▶ **ABOUT THIS EXERCISE**
Copy each line below that includes "white".

------------------------------

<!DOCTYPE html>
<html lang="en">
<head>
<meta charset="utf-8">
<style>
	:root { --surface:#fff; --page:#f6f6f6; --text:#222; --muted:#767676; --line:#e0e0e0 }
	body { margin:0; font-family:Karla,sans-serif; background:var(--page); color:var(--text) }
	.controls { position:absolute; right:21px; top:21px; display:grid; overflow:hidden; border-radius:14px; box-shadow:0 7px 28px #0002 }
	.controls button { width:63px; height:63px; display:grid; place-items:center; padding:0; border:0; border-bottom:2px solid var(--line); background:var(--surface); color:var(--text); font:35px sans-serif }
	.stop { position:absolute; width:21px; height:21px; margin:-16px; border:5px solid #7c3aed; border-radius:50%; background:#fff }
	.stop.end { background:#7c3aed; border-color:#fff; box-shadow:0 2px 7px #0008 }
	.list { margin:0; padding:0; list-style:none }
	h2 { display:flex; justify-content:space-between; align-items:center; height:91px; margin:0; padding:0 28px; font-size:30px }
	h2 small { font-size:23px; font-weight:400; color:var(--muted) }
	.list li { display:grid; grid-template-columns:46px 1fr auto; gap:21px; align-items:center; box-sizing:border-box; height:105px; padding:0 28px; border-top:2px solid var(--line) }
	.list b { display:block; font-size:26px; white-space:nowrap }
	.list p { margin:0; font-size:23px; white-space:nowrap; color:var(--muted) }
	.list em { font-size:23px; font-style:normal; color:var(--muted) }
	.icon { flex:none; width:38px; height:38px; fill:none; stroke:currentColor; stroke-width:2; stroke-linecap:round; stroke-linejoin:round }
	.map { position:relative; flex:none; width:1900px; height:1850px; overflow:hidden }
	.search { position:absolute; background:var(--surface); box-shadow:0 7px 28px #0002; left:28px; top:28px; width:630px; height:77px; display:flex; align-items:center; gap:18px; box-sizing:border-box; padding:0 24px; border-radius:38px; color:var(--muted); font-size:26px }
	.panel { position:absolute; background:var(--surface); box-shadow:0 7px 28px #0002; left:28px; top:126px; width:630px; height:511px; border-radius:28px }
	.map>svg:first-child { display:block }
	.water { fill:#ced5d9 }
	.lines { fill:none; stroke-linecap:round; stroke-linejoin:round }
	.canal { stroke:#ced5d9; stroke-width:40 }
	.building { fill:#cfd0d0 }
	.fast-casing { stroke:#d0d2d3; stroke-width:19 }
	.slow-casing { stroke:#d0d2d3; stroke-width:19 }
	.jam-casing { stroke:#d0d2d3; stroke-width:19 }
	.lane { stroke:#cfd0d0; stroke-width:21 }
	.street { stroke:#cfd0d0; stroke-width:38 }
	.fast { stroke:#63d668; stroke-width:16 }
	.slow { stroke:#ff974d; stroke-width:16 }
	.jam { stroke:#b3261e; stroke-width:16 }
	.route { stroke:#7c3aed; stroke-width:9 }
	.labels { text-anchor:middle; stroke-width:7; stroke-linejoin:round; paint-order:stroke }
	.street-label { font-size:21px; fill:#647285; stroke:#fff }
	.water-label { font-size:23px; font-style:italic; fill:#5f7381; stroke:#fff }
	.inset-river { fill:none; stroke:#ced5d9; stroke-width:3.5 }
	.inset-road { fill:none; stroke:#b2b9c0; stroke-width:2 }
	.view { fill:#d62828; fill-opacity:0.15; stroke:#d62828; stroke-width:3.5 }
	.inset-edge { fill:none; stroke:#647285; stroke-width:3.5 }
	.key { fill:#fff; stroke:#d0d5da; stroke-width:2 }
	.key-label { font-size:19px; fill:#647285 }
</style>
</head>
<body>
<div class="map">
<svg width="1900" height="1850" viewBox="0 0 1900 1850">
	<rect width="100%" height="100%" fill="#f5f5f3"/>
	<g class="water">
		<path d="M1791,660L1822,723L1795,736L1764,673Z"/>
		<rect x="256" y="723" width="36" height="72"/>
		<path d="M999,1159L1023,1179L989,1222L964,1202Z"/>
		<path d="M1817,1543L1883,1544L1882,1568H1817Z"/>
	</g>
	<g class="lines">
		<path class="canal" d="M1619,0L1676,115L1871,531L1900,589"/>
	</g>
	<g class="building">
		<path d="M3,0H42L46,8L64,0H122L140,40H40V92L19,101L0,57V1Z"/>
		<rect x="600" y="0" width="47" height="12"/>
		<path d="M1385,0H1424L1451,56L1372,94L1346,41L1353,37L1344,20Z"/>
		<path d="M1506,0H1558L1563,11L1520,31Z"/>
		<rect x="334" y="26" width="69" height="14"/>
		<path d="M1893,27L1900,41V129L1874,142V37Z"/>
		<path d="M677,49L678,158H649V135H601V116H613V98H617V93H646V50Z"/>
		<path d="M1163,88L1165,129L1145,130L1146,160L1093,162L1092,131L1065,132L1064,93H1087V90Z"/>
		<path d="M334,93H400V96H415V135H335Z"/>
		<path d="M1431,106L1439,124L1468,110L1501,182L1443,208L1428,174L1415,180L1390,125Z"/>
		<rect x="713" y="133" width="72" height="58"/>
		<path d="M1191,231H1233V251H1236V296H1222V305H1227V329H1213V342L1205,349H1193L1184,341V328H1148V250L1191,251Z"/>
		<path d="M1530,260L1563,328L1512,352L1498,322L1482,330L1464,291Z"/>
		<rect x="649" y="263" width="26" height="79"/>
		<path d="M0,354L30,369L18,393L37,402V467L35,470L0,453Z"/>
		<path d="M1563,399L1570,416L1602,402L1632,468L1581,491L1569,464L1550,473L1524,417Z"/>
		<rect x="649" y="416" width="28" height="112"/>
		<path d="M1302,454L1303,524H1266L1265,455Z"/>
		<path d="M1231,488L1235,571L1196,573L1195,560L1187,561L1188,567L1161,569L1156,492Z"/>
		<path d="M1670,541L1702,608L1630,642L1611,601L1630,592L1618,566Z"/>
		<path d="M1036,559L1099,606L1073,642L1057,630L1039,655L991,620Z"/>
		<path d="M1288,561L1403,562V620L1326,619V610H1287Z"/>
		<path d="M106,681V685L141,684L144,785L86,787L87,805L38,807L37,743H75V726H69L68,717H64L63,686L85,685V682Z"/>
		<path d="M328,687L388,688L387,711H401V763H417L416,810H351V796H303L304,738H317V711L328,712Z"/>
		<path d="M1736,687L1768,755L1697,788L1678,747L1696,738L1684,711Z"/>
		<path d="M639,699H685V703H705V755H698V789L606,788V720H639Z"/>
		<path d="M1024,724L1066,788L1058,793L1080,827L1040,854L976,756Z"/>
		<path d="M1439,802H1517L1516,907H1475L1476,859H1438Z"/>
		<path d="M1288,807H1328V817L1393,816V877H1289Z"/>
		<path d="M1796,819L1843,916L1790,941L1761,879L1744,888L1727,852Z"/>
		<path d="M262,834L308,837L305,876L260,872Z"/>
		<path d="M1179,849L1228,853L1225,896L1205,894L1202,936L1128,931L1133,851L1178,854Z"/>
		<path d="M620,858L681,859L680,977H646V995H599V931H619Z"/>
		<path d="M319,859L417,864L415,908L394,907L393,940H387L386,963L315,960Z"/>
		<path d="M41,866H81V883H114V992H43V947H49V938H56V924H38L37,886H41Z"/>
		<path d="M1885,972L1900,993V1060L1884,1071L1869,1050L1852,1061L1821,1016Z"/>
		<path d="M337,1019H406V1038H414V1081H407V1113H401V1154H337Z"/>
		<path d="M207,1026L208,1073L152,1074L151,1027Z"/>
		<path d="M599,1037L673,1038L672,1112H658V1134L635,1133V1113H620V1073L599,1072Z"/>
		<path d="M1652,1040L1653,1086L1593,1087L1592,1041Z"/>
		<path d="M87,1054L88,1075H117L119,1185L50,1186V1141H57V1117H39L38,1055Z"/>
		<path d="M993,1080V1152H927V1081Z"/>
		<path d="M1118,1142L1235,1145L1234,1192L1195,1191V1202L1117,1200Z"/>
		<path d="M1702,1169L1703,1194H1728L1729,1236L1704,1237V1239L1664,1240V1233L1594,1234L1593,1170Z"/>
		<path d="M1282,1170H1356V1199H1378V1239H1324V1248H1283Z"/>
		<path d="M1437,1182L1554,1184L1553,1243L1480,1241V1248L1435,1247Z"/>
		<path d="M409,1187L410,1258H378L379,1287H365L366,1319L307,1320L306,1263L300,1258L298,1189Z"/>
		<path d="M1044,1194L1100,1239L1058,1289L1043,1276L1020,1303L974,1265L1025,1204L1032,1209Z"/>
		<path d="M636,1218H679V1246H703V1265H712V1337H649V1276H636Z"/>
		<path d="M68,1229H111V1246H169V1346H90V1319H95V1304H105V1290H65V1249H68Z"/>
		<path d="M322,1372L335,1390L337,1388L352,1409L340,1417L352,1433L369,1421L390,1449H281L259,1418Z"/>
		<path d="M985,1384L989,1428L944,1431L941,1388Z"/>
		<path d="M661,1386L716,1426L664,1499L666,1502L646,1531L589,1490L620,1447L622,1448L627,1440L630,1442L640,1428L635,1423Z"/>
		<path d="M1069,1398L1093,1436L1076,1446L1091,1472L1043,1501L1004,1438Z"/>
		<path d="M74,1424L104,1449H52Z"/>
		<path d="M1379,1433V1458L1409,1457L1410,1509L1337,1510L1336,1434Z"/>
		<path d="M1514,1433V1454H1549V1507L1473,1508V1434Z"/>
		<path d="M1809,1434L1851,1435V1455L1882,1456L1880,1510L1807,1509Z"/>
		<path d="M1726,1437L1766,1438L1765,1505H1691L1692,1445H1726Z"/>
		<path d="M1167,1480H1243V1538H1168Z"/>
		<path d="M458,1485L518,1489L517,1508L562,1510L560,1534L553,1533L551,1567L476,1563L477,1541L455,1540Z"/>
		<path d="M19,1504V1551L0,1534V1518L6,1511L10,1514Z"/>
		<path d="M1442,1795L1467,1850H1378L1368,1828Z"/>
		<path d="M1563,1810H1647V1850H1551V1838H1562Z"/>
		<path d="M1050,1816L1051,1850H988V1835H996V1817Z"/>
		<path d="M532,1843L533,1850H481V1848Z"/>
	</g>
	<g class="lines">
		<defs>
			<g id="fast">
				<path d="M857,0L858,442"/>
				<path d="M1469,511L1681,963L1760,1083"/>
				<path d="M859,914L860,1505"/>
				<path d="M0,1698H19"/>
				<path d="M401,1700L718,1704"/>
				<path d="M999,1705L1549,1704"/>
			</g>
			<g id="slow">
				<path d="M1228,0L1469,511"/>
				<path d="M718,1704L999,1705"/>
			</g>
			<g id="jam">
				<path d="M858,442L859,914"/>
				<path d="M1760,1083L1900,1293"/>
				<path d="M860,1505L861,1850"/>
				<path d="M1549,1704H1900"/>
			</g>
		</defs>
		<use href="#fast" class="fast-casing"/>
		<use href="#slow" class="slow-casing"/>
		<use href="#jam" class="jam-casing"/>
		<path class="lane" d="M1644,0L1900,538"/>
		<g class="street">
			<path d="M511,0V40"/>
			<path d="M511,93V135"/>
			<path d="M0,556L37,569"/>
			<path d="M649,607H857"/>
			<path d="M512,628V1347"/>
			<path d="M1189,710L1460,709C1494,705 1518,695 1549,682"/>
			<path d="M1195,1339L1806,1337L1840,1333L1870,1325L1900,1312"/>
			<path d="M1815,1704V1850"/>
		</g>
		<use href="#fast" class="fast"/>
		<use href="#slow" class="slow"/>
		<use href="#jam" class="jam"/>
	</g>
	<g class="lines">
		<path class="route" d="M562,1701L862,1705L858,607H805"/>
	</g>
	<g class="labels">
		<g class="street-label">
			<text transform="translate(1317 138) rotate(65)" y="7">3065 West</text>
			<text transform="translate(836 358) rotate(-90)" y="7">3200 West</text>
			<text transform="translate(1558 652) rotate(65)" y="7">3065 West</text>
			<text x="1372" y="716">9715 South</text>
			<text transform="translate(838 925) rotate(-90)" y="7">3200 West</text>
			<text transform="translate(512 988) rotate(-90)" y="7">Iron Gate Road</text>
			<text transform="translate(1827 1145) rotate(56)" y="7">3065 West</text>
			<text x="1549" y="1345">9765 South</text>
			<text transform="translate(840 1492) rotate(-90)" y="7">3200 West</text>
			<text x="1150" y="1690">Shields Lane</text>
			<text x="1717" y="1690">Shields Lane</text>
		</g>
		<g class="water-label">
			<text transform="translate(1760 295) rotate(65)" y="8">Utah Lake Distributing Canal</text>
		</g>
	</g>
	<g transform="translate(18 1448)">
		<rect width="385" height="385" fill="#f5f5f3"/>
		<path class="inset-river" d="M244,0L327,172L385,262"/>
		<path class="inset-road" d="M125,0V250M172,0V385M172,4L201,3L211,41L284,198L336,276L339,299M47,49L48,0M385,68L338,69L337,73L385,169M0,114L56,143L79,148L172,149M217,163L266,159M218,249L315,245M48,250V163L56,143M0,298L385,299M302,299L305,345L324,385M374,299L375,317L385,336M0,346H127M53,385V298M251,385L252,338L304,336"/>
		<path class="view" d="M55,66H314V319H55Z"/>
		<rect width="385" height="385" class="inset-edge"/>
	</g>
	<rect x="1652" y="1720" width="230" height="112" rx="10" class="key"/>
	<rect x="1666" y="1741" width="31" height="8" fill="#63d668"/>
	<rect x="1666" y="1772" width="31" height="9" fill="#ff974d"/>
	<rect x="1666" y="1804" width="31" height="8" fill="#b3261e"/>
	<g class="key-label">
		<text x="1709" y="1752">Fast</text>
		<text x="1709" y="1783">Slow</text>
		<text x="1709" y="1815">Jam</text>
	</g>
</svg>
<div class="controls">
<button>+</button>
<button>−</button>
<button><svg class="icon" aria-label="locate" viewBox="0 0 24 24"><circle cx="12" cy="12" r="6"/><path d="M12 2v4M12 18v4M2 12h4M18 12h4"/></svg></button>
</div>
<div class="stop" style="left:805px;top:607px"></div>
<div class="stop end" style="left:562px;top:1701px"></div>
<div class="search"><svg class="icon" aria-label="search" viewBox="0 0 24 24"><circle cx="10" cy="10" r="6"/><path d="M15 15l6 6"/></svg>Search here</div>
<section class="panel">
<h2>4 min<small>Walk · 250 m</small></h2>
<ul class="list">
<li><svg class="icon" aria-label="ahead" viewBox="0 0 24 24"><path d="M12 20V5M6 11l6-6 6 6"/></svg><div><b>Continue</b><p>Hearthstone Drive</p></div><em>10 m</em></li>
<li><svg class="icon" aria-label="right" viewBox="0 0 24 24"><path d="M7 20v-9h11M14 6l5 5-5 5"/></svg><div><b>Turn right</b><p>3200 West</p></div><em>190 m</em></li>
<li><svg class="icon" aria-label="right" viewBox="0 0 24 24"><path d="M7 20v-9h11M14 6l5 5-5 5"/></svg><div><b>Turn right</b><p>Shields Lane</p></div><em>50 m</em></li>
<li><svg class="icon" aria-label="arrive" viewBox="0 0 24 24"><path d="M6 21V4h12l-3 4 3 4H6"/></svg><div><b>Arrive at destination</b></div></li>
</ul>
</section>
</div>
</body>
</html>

------------------------------

▶ **EXERCISE RESPONSE**
	.list b { display:block; font-size:26px; white-space:nowrap }
	.list p { margin:0; font-size:23px; white-space:nowrap; color:var(--muted) }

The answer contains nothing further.